5 Key Strategies for Successful Business Acquisition:

  1. Engage Legal Counsel Early: Connect with specialized Mergers and Acquisitions (M&A) lawyers before you even start searching. This allows them to keep an eye out for opportunities that match your criteria and provide valuable connections to lenders, equity partners, and brokers.
  2. Accept That No Deal Is Perfect: Every business acquisition has issues or “hair” on it. The key is determining which issues you can live with and which are deal-breakers. Understanding this reality helps set proper expectations from the start.

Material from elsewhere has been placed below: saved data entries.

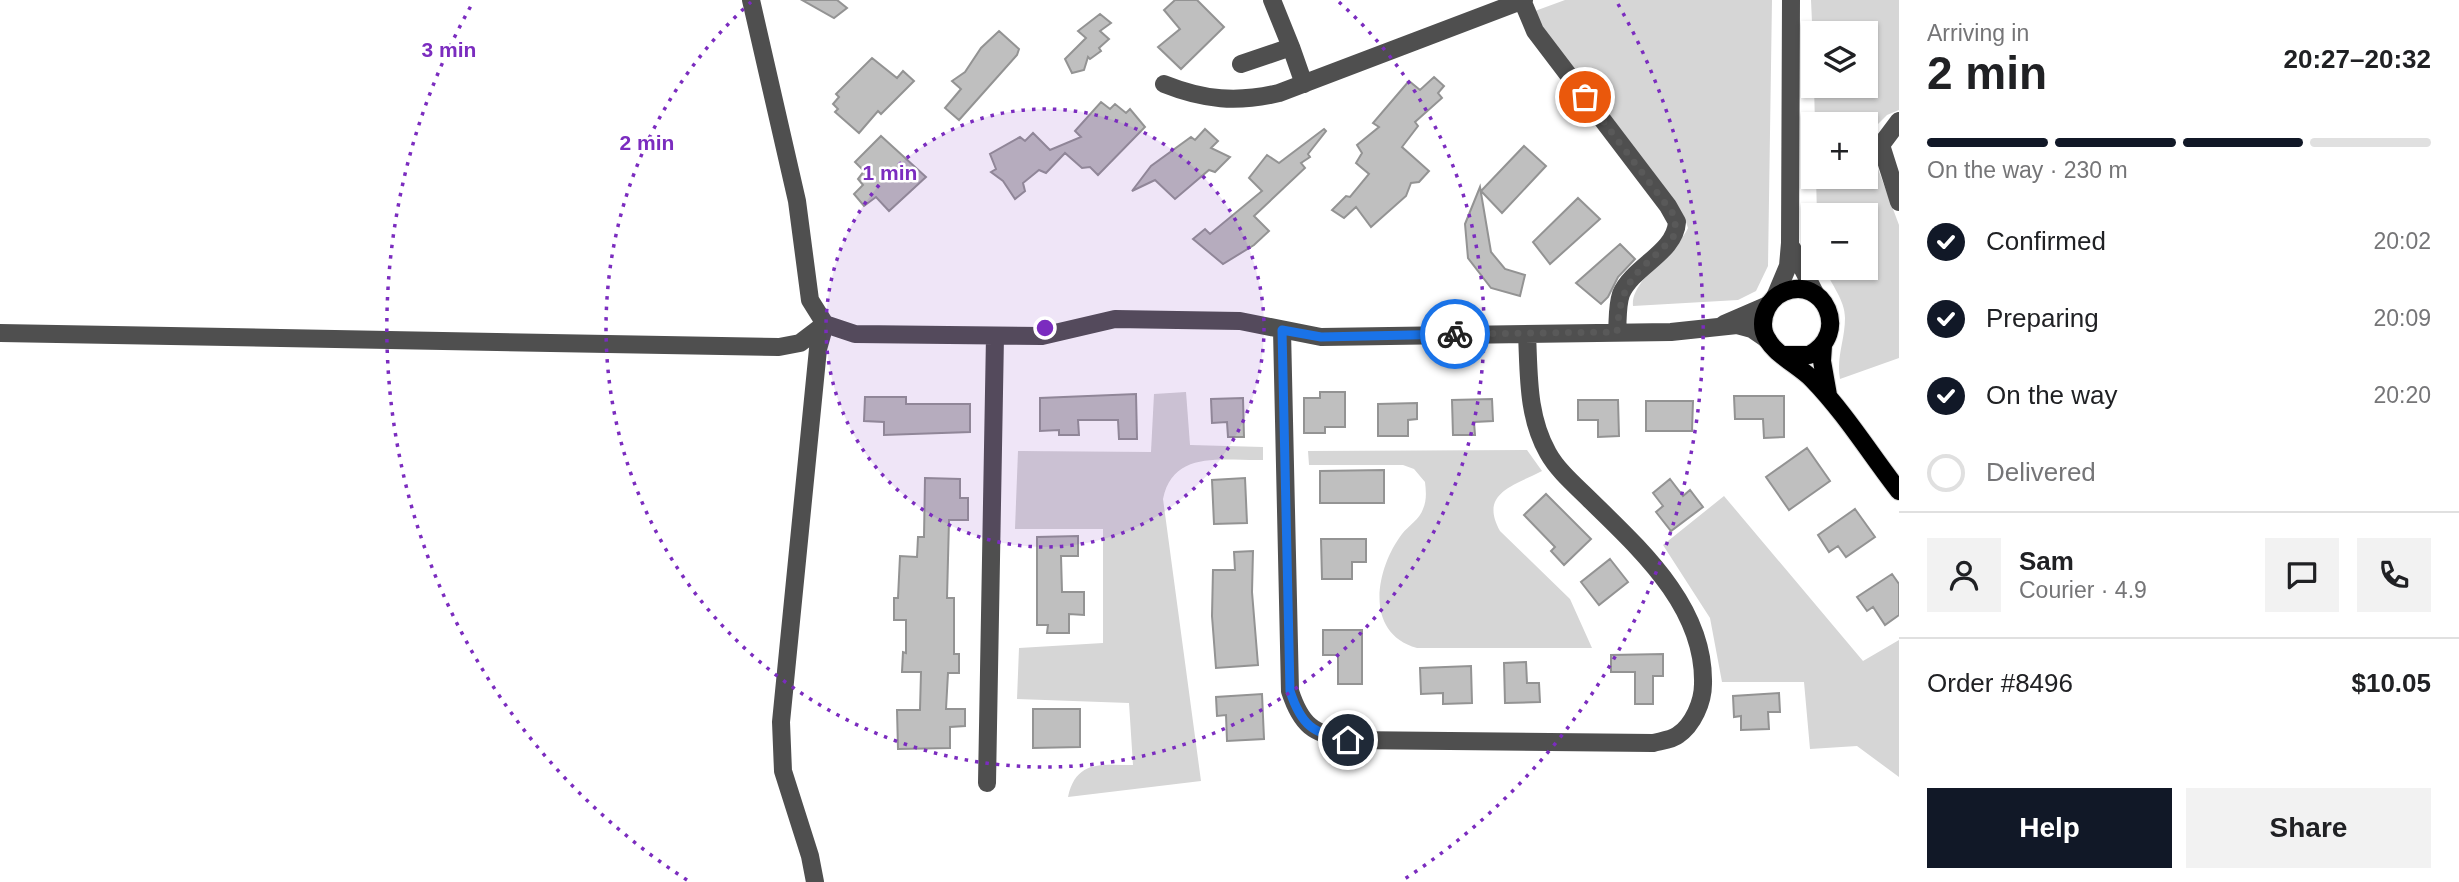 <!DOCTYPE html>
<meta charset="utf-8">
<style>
:root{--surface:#fff;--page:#f2f2f2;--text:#202124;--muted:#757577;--line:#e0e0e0;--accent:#111827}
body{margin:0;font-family:Arial,sans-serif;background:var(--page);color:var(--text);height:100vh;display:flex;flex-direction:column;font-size:26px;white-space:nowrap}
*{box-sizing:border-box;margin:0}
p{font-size:23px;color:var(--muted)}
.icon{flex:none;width:38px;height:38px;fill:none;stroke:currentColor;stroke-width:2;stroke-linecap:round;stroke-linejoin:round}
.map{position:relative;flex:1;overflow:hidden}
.details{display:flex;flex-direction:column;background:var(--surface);width:560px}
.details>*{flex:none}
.controls{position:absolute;left:1801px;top:21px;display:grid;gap:14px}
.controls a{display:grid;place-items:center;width:77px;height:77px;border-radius:0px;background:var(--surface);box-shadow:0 2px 5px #0004;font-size:35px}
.pin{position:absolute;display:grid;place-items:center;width:60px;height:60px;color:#fff;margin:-30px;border:4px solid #fff;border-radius:50%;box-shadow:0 2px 7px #0007}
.courier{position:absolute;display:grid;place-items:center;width:70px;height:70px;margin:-35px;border:5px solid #1a73e8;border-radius:50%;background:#fff;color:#222;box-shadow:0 2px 9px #0007}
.head em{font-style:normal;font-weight:800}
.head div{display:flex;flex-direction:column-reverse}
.head{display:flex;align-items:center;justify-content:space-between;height:119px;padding:0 28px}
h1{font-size:46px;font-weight:800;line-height:52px}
.bar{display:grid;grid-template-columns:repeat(4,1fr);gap:10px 7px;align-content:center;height:84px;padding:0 28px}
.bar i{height:9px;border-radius:5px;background:var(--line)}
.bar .selected{background:var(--accent)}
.bar p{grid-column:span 4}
.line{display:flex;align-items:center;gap:18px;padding:0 28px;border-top:2px solid var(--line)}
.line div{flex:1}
.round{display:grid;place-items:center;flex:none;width:74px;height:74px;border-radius:0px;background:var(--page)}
ol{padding:0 28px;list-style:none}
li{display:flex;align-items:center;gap:21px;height:77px}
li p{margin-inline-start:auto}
li .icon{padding:7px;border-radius:50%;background:var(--accent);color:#fff;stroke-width:4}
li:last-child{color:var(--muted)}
li i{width:38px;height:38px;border:4px solid var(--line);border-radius:50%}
.cta{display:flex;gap:14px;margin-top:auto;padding:14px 28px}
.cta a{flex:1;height:80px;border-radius:0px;background:var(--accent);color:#fff;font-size:28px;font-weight:800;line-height:80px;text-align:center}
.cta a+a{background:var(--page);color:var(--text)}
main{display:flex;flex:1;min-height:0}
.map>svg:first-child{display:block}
</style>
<main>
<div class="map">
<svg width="1899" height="882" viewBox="0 0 1899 882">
<rect width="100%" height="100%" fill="#fff"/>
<path fill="#d6d6d6" d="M 1565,0 L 1772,0 L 1768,266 L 1756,291 L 1738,300 L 1633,306 C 1630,280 1676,254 1688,228 L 1685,219 L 1544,31 L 1535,11 Z
M 1811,0 L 1899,0 L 1899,110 L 1887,115 L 1875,127 L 1872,153 L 1899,225 L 1899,358 L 1840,379 C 1836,357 1845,340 1845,318 C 1845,300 1831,284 1824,268 L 1866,268 L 1866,215 L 1817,215 L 1816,177 L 1866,177 L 1866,124 L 1815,124 L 1814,86 L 1866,86 L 1866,33 L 1813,33 L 1813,45 Z
M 1186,392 L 1190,445 L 1263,447 L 1263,460 C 1224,461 1173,449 1163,499 L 1201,781 L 1068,797 C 1076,759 1103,765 1133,765 L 1129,703 L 1017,699 L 1019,648 L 1103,643 L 1103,529 L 1015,529 L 1018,451 L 1151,452 L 1154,394 Z
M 1527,450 L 1542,471 C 1513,486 1479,493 1500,531 L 1570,599 L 1592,648 L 1417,648 C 1363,633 1376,568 1402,534 C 1408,526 1420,519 1423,509 C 1427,500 1426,491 1425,482 L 1414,469 L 1403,465 L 1309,465 L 1308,451 Z
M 1724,496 L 1863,661 L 1899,640 L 1899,777 L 1857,746 L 1810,749 L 1804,682 L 1722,682 L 1710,618 L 1663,545 Z"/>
<path fill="#bfbfbf" stroke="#939393" stroke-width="2" d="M 802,0 L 837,0 L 847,8 L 834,18 Z
M 1175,0 L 1197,0 L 1224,27 L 1181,69 L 1158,47 L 1180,29 L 1164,10 Z
M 1100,14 L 1111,23 L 1100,31 L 1109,39 L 1099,48 L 1101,51 L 1090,59 L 1088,57 L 1084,70 L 1072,73 L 1065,59 L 1086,38 L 1078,31 Z
M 999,31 L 1019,49 L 1017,55 L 959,120 L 945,108 L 961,89 L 952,81 L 965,72 L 981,48 Z
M 872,58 L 897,78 L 903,71 L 914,81 L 881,114 L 878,111 L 859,133 L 835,112 L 838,109 L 833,104 L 839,97 L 836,94 Z
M 1434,77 L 1444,86 L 1438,93 L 1442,98 L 1415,122 L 1418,126 L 1402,147 L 1429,171 L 1419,182 L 1411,183 L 1406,196 L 1371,227 L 1356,207 L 1344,218 L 1332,210 L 1346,196 L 1350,197 L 1369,174 L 1356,163 L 1362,153 L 1357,145 L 1379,127 L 1373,123 L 1409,81 L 1420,90 Z
M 1101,102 L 1110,109 L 1115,104 L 1126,113 L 1130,109 L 1145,127 L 1098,175 L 1090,167 L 1082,168 L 1065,153 L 1046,173 L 1039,170 L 1023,183 L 1025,191 L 1015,199 L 1003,181 L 991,172 L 996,169 L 990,154 L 1020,137 L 1025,141 L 1033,133 L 1050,150 L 1081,137 L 1075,131 Z
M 1205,129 L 1218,141 L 1211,148 L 1230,157 L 1215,172 L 1209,170 L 1175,199 L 1155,180 L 1132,191 L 1151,166 L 1191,137 L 1195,140 Z
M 1324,129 L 1326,131 L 1308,154 L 1310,157 L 1301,163 L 1305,168 L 1254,216 L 1269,231 L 1254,245 L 1223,264 L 1193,239 L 1205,229 L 1210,234 L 1262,191 L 1249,178 L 1267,155 L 1279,163 Z
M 881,136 L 926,177 L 889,211 L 876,197 L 864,206 L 854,194 L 863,185 L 858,179 L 864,171 L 855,162 Z
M 1524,146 L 1546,166 L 1502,213 L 1481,191 Z
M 1480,187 L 1491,252 L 1505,269 L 1525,275 L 1520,296 L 1491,288 L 1468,258 L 1465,224 Z
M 1578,198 L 1600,219 L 1550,264 L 1533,242 Z
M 1620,244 L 1635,259 L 1618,277 L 1608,297 L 1601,304 L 1576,283 Z
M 1320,392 L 1345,392 L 1345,427 L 1325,427 L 1325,433 L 1304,433 L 1304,398 L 1320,398 Z
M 1136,394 L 1137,439 L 1119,439 L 1118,420 L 1078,420 L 1079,435 L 1059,435 L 1059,430 L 1040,431 L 1040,398 Z
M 1734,396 L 1784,396 L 1784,437 L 1764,438 L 1763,419 L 1735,419 Z
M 865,397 L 906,397 L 906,404 L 970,404 L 970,432 L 884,435 L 884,422 L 864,421 Z
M 1243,398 L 1244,437 L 1228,437 L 1227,422 L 1212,423 L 1211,399 Z
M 1492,399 L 1493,421 L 1474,422 L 1475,435 L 1453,435 L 1452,400 Z
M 1578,400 L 1618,400 L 1619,436 L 1598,437 L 1598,420 L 1578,420 Z
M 1646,401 L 1693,401 L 1692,431 L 1646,431 Z
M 1417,403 L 1417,419 L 1408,420 L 1408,436 L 1378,436 L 1378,404 Z
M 1807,448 L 1830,481 L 1789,510 L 1766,477 Z
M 1384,470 L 1384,503 L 1320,503 L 1320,471 Z
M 925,478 L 960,479 L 960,498 L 968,498 L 968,520 L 949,520 L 947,598 L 954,598 L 954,654 L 959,654 L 959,673 L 948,673 L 946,709 L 965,709 L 965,726 L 950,727 L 950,748 L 898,749 L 897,710 L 920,710 L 921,672 L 902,672 L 903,652 L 906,653 L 906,620 L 894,620 L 894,598 L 898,598 L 900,556 L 917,557 L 918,537 L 924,537 Z
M 1245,478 L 1247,523 L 1214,524 L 1212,480 Z
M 1670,479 L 1683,496 L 1690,490 L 1703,507 L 1671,531 L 1656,512 L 1663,506 L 1653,493 Z
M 1546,494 L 1591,539 L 1564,565 L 1551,551 L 1555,547 L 1524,515 Z
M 1855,509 L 1875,537 L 1846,557 L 1838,546 L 1829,552 L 1818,535 Z
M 1078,536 L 1078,556 L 1061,556 L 1062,592 L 1084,592 L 1084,615 L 1069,614 L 1069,633 L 1047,633 L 1048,625 L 1037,625 L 1037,537 Z
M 1321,539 L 1366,539 L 1366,562 L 1352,562 L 1352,579 L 1322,579 Z
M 1253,551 L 1252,592 L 1258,665 L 1216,668 L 1212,616 L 1213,570 L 1235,570 L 1234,552 Z
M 1610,559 L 1628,582 L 1599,605 L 1581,582 Z
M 1892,574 L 1899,584 L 1899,615 L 1885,625 L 1873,607 L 1867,611 L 1857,597 Z
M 1323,630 L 1362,630 L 1362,684 L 1338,684 L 1338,655 L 1323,655 Z
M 1663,654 L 1663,676 L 1653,676 L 1653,704 L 1635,704 L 1635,672 L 1611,672 L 1611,655 Z
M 1526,662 L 1527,683 L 1539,683 L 1540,702 L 1505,703 L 1504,663 Z
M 1471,666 L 1472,703 L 1443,704 L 1443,693 L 1421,694 L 1420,668 Z
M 1779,693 L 1780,712 L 1768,712 L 1769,729 L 1741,730 L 1741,716 L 1734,717 L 1733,696 Z
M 1262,694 L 1264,739 L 1227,741 L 1226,715 L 1217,716 L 1216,697 Z
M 1033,709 L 1080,709 L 1080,747 L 1033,748 Z"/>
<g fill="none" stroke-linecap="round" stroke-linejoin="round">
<g stroke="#dbdbdb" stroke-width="20">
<path id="major" d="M 1823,346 L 1822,361 L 1828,395
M 1785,355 L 1809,355 C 1851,334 1824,275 1784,292 C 1769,298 1760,316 1764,332 C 1770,353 1799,365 1813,380 C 1845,413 1871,455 1899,491"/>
</g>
<path stroke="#4f4f4f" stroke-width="18" d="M 751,0 L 797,201 L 810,300 L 825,324 L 855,334 L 1042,336 L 1115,319 L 1240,321 L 1321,337 L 1671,332 L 1737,325 L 1752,329 L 1768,340
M 1272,0 L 1291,47
M 1522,0 L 1535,31 L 1668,206 L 1677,222 C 1675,253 1633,266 1621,294 C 1617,306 1618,320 1617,332
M 1241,64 L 1291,47 L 1304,84
M 1164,84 C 1204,100 1237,103 1279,93 L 1524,0
M 1899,121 L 1881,145 L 1899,202
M 1792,248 L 1816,295
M 1775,297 L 1788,266 L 1790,243 L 1791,0
M 1724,324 L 1768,305
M 1282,330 L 1290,691 C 1301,725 1313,734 1348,740 L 1653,743 C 1660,741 1672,740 1678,735 C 1693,725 1703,702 1703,684 C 1705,607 1641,550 1590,500 C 1576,486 1558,471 1548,453 C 1527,416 1529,374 1527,334
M 0,333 L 779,347 L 800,343 L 825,324
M 987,783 L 995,336
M 815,882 L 810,856 L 783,771 L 781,722 L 818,349 L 825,324"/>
<use href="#major" stroke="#000" stroke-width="18"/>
</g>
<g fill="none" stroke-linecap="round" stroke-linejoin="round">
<path stroke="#595959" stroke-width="7" stroke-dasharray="0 12.6" d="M 1455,334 L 1617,332 C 1621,278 1636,275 1672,239 L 1676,231 L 1674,215 L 1585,97"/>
<path stroke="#1a73e8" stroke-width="9" d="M 1348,740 C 1313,734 1301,725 1290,691 L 1282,330 L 1321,337 L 1455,334"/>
</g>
<circle cx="1045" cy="328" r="219" fill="#7b2cbf" fill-opacity=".12"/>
<g fill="none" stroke="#7b2cbf" stroke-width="3.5" stroke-dasharray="3.5 7">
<circle cx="1045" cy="328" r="219"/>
<path d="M1339 2A439 439 0 1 1 751 2"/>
<path d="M687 880A658 658 0 0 1 472 4M1618 4A658 658 0 0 1 1403 880"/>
</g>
<circle cx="1045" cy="328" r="10" fill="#7b2cbf" stroke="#fff" stroke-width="3.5"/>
<g font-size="21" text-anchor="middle" font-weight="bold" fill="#7b2cbf" stroke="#fff" stroke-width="5" stroke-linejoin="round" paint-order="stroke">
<text x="449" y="57">3 min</text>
<text x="647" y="150">2 min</text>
<text x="890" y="180">1 min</text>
</g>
</svg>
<div class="controls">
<a><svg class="icon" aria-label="layers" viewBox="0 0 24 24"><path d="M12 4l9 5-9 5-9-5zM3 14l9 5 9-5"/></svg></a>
<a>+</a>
<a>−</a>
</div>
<div class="pin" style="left:1585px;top:97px;background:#ea580c"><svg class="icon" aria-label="bag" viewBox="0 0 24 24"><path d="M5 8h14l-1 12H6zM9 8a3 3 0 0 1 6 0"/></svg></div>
<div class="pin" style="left:1348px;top:740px;background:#1f2937"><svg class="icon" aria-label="home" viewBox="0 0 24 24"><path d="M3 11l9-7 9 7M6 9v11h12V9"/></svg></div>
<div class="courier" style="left:1455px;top:334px"><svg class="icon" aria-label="bike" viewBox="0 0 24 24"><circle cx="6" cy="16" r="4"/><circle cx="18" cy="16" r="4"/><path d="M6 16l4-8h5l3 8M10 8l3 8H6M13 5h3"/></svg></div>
</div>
<section class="details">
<div class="head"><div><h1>2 min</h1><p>Arriving in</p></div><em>20:27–20:32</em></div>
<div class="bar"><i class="selected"></i><i class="selected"></i><i class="selected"></i><i></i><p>On the way · 230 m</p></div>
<ol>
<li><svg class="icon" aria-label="check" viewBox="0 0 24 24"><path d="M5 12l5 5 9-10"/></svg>Confirmed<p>20:02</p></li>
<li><svg class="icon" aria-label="check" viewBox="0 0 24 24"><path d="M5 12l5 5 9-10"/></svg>Preparing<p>20:09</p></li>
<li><svg class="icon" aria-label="check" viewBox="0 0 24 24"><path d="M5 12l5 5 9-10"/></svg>On the way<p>20:20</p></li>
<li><i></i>Delivered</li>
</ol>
<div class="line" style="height:126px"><a class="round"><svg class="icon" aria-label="person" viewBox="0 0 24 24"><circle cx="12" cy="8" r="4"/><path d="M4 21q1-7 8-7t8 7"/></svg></a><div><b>Sam</b><p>Courier · 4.9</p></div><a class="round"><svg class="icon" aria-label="chat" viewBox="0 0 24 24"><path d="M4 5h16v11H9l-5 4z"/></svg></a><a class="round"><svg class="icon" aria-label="phone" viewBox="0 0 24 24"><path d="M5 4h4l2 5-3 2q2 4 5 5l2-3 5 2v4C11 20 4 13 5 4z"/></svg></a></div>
<div class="line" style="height:91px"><div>Order #8496</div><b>$10.05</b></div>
<div class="cta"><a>Help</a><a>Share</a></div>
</section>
</main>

  3. Conduct Comprehensive Due Diligence: Use legal counsel to uncover potential liabilities through public record searches and contract reviews. Remember that sellers present favourable views of their business, and your legal team serves as the necessary counterbalance to verify claims about litigation, employee issues, and customer relationships.
  4. Balance Speed With Caution in Letters of Intent (LOIs): Move quickly enough to remain competitive (within 5 days of receiving a Confidential Information Memorandum), but don’t make offers you intend to walk away from later. Find that 80-90% confidence interval before submitting an LOI.
  5. Give Proper Attention to Purchase Agreements: Don’t treat purchase agreements as standardized templates. Remember that shorter agreements typically favour sellers, while longer, more detailed agreements protect buyers. This document may be crucial if disputes arise later.

Show Notes:
[00:00:40] Key legal considerations for searchers starting their ETA journey.
[00:01:56] When to engage legal counsel in the deal process.
[00:04:23] How lawyers facilitate deals and connections.
[00:07:53] Why first-time business acquisition is high stakes.
[00:09:42] Why Josh focuses on ETA.
[00:12:25] The role of legal counsel in the due diligence process.
[00:15:45] Asset purchase vs. share purchase in Canada vs. the US.
[00:19:10] Common legal issues uncovered during due diligence.
[00:22:52] The “wild west” of lower middle market businesses.
[00:26:55] Why legal review of Letters of Intent (LOIs) is crucial before signing.
[00:32:24] Balancing competitive offers with due diligence needs.
[00:34:45] Why bully offers typically don’t work for searchers.
[00:36:35] Common pitfalls in share purchase agreement negotiations.
[00:37:33] Why longer agreements favour buyers, shorter favour sellers.